The country raised the budget deficit cap from 4.8 percent to 5.3 percent of GDP as tax revenues fell.

Yet this year the government expects public spending for economic development of only VND163 trillion (US$7.74 billion) compared to VND165 trillion last year.

Persistent budget overruns are significantly correlated with economic instability, analysts warned further.

News website VnExpress quoted Dao Van Hung, director of the Policy and Development Institute, as saying though public debt is still under the threshold of 65 percent of GDP set by the National Assembly, the country is approaching that limit rapidly.

The Ministry of Finance estimated public debt at 55.7 percent of GDP as of 2012 end.

A report by major lender Techcombank's Treasury Department said the country is running out of room for new fiscal and monetary policies to pump prime the economy.

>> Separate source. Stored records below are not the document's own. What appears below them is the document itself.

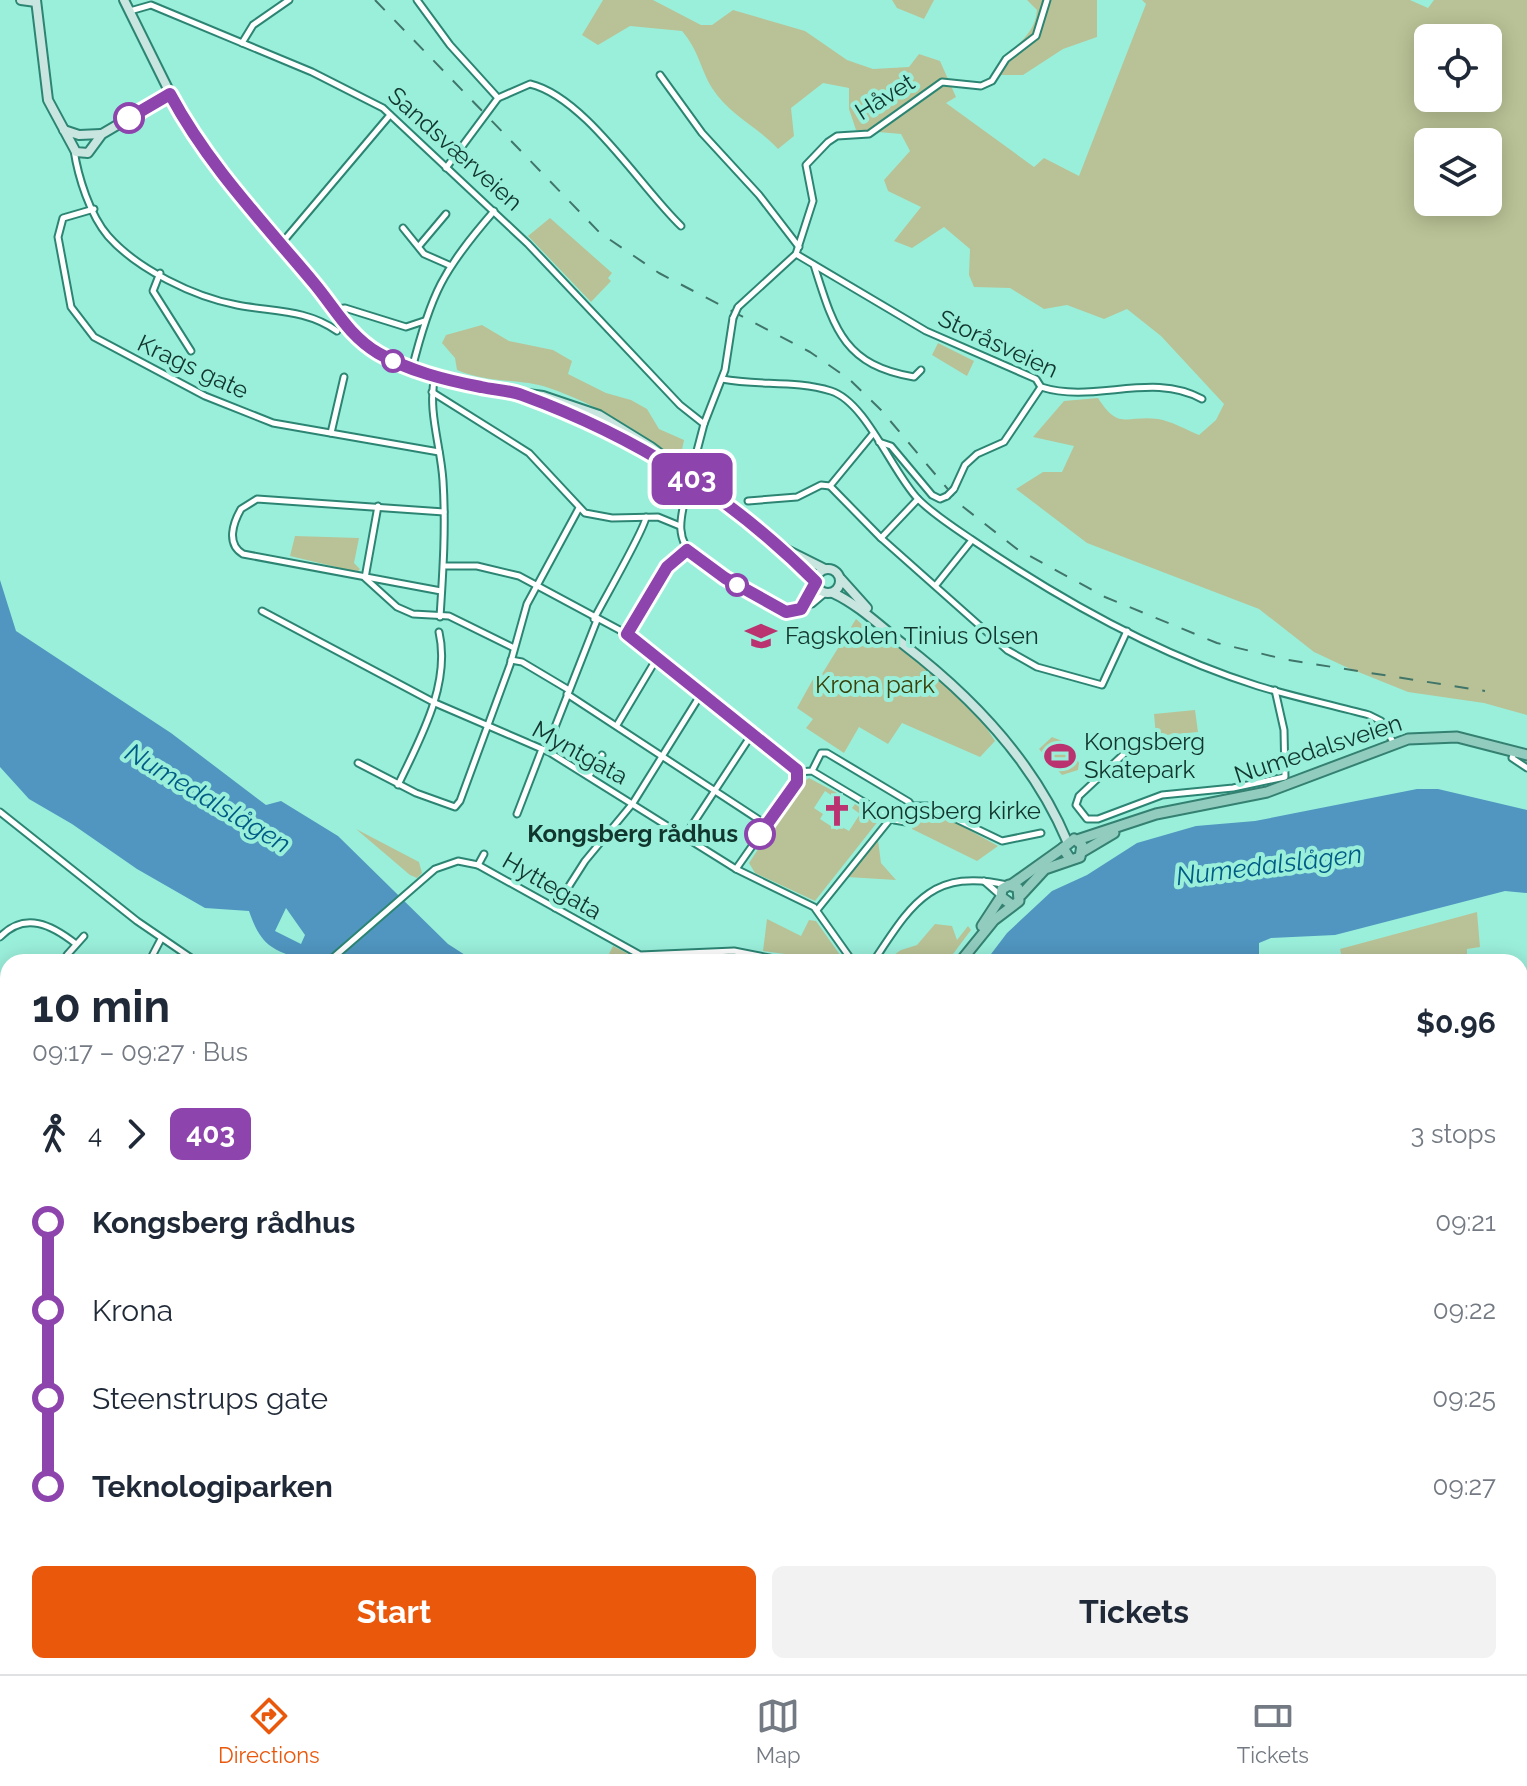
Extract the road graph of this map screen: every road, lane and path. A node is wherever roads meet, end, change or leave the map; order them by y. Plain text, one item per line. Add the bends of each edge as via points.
1 (21, 0) edge
2 (124, 0) edge
3 (271, 0) edge
4 (289, 0) edge
5 (417, 0) edge
6 (1047, 0) edge
7 (36, 1) edge
8 (130, 11) junction
9 (273, 11) junction
10 (242, 43) junction
11 (660, 75) dead end
12 (170, 94) junction
13 (498, 98) junction
14 (390, 115) junction
15 (64, 130) junction
16 (102, 134) junction
17 (83, 136) junction
18 (92, 146) junction
19 (73, 148) junction
20 (83, 155) junction
21 (446, 168) junction
22 (77, 170) junction
23 (94, 209) junction
24 (494, 211) junction
25 (446, 214) dead end
26 (681, 226) dead end
27 (403, 228) dead end
28 (284, 240) junction
29 (419, 247) junction
30 (799, 247) junction
31 (796, 254) junction
32 (813, 264) junction
33 (449, 265) junction
34 (160, 273) junction
35 (334, 310) junction
36 (424, 321) junction
37 (337, 331) dead end
38 (191, 351) dead end
39 (412, 369) junction
40 (921, 370) dead end
41 (435, 376) junction
42 (344, 377) dead end
43 (722, 379) junction
44 (1041, 387) junction
45 (432, 392) junction
46 (1202, 399) dead end
47 (704, 424) junction
48 (331, 433) junction
49 (872, 435) junction
50 (878, 442) junction
51 (439, 452) junction
52 (830, 486) junction
53 (918, 499) junction
54 (748, 501) dead end
55 (378, 506) junction
56 (579, 508) junction
57 (444, 512) junction
58 (646, 517) junction
59 (680, 526) junction
60 (881, 538) junction
61 (972, 540) junction
62 (687, 550) junction
63 (787, 550) junction
64 (446, 566) junction
65 (825, 569) junction
66 (365, 578) junction
67 (841, 579) junction
68 (816, 583) junction
69 (537, 585) junction
70 (936, 585) junction
71 (441, 591) junction
72 (829, 593) junction
73 (801, 609) junction
74 (262, 611) dead end
75 (440, 617) junction
76 (595, 620) junction
77 (1127, 631) junction
78 (439, 632) dead end
79 (627, 634) junction
80 (514, 648) junction
81 (918, 653) junction
82 (657, 658) junction
83 (511, 660) junction
84 (1275, 690) junction
85 (568, 692) junction
86 (701, 694) junction
87 (435, 703) junction
88 (617, 725) junction
89 (488, 726) junction
90 (752, 734) junction
91 (1393, 742) junction
92 (544, 749) junction
93 (1126, 752) dead end
94 (1514, 752) junction
95 (664, 754) junction
96 (602, 755) dead end
97 (1527, 755) edge
98 (358, 763) dead end
99 (1527, 768) edge
100 (812, 771) junction
101 (798, 772) junction
102 (589, 776) junction
103 (398, 785) junction
104 (716, 788) junction
105 (633, 803) junction
106 (914, 806) junction
107 (0, 812) edge
108 (517, 814) dead end
109 (891, 818) junction
110 (767, 825) junction
111 (1123, 826) junction
112 (1041, 833) dead end
113 (685, 836) junction
114 (1069, 843) junction
115 (1082, 852) junction
116 (484, 854) dead end
117 (1070, 859) junction
118 (478, 865) junction
119 (736, 869) junction
120 (983, 880) junction
121 (1010, 885) junction
122 (1021, 895) junction
123 (1000, 896) junction
124 (1012, 905) junction
125 (555, 908) junction
126 (817, 910) junction
127 (84, 936) dead end
128 (0, 937) edge
129 (161, 939) junction
130 (76, 944) junction
131 (68, 954) edge
132 (153, 954) edge
133 (184, 954) edge
134 (337, 954) edge
135 (638, 954) edge
136 (664, 954) edge
137 (749, 954) edge
138 (847, 954) edge
139 (879, 954) edge
140 (965, 954) edge
141 (966, 954) edge

1 - 7 street
2 - 8 street
3 - 9 street
4 - 9 street
5 - 13 street
6 - 30 street, Håvet via 1036,36 1006,59 992,81 981,86 942,82 869,134 837,136 820,148 806,165 813,201
7 - 15 street via 45,91
8 - 10 street, Sandsværveien via 151,5
8 - 12 street
9 - 10 street via 253,25
10 - 14 street, Sandsværveien via 352,90
11 - 30 street
12 - 16 street
12 - 28 street via 217,167
13 - 21 street
13 - 26 street via 530,84 548,91 609,143
14 - 21 street, Sandsværveien
14 - 28 street
15 - 17 street
15 - 19 street
16 - 17 street
16 - 18 street
17 - 18 street
17 - 19 street
18 - 20 street
19 - 20 street
19 - 22 street
20 - 22 street
21 - 24 street, Sandsværveien
22 - 23 street
23 - 34 street via 110,238
23 - 48 street, Krags gate via 63,218 58,237 71,307 94,337 222,403 273,423
24 - 33 street
24 - 47 street, Sandsværveien
25 - 29 street
27 - 29 street
28 - 35 street
29 - 33 street
30 - 31 street, Håvet
31 - 32 street, Storåsveien
31 - 43 street, Håvet, bridge via 738,307
32 - 40 street via 852,352 895,374 914,377
32 - 44 street, Storåsveien via 926,331 1036,379
33 - 36 street
34 - 37 street via 219,301 308,314
34 - 38 street via 153,291
35 - 36 street via 345,308 406,327
35 - 39 street via 360,341
36 - 39 street
39 - 41 street
41 - 45 street
41 - 63 street via 519,394 591,422 662,459
42 - 48 street
43 - 47 street, Håvet
43 - 49 street via 778,381 833,392 845,398
44 - 46 street, Storåsveien via 1067,394 1169,387
44 - 50 street, bridge via 1004,442 965,465 947,496 937,499 891,446
45 - 51 street
45 - 56 street via 529,453
47 - 59 street, Håvet, bridge
48 - 51 street, Krags gate
49 - 50 street
49 - 52 street
50 - 53 street
51 - 57 street
52 - 54 street via 797,497
52 - 60 street
53 - 60 street
53 - 61 street
55 - 57 street
55 - 66 street
55 - 66 street via 249,502 236,519 232,541 236,550
56 - 58 street via 604,518
56 - 69 street
57 - 64 street
58 - 59 street
58 - 76 street
59 - 62 street
60 - 70 street
61 - 70 street
61 - 77 street via 1076,606
62 - 73 street via 776,608
62 - 79 street via 667,567
63 - 65 street
63 - 68 street
64 - 69 street via 477,566
64 - 71 street
65 - 67 street
65 - 68 street
66 - 71 street
66 - 75 street via 397,607
67 - 72 street
67 - 81 street
68 - 72 street
68 - 73 street
69 - 76 street
69 - 80 street
70 - 77 street via 1021,659 1102,685
71 - 75 street
72 - 73 street
72 - 81 street
74 - 87 street, Myntgata
75 - 80 street via 449,616
76 - 79 street
76 - 85 street
77 - 84 street
78 - 87 street
79 - 82 street
80 - 83 street
81 - 114 street via 991,723 1034,780
82 - 86 street
82 - 88 street
83 - 85 street
83 - 89 street
84 - 91 street via 1369,715 1381,721
84 - 93 street via 1284,730 1285,777 1162,795 1087,819 1076,805 1079,796
85 - 88 street
85 - 92 street
86 - 90 street
86 - 95 street
87 - 89 street, Myntgata
87 - 103 street
88 - 95 street
89 - 92 street, Myntgata
89 - 103 street via 455,807
90 - 101 street
90 - 104 street
91 - 94 main road, Numedalsveien via 1443,736
91 - 111 main road, Numedalsveien via 1278,789 1156,814
92 - 102 street, Myntgata
92 - 108 street
94 - 97 main road, Numedalsveien
94 - 99 street via 1512,758
95 - 104 street
95 - 105 street
96 - 102 street
98 - 103 street
100 - 101 street
100 - 106 street via 824,752
100 - 109 street
101 - 110 street via 797,782
102 - 105 street, Myntgata
104 - 110 street
104 - 113 street
105 - 113 street, Myntgata
105 - 125 street
106 - 109 street via 906,822
106 - 112 street via 929,806 1002,841
107 - 129 street
109 - 126 street
110 - 119 street
111 - 114 main road, Numedalsveien
111 - 115 main road, Numedalsveien
113 - 119 street, Myntgata
114 - 115 main road
114 - 117 main road
114 - 121 main road, Numedalsveien
115 - 117 main road, Numedalsveien
116 - 118 street
117 - 122 main road via 1045,869
118 - 125 street, Hyttegata
118 - 134 street, Hyttegata via 448,863
119 - 126 street, Myntgata
120 - 121 street
120 - 123 street
120 - 139 street via 936,890 913,905
121 - 122 main road
121 - 123 main road, Numedalsveien
122 - 124 main road
123 - 124 main road
123 - 140 main road
124 - 141 main road
125 - 135 street, Hyttegata
126 - 138 street, Myntgata
127 - 130 street
128 - 130 street via 13,925 31,921
129 - 132 street
129 - 133 street
130 - 131 street
136 - 137 street, Hyttegata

Local businesses would be hit by the central bank's tighter rules on debt classifications and risk provisions which are set to take effect from June, it warned further.

The new rules are likely to result in higher interest rates as a result of banks' increased costs, and tightening of lending.

Difficult access to money would continue to plague businesses, dragging down economic growth, the report said.

It forecast growth to be 5.63 percent this year, the same rate predicted by the National Center for Socio-Economic Information and Forecast.

According to a HSBC report early this year, the economy will expand by 5.4 percent.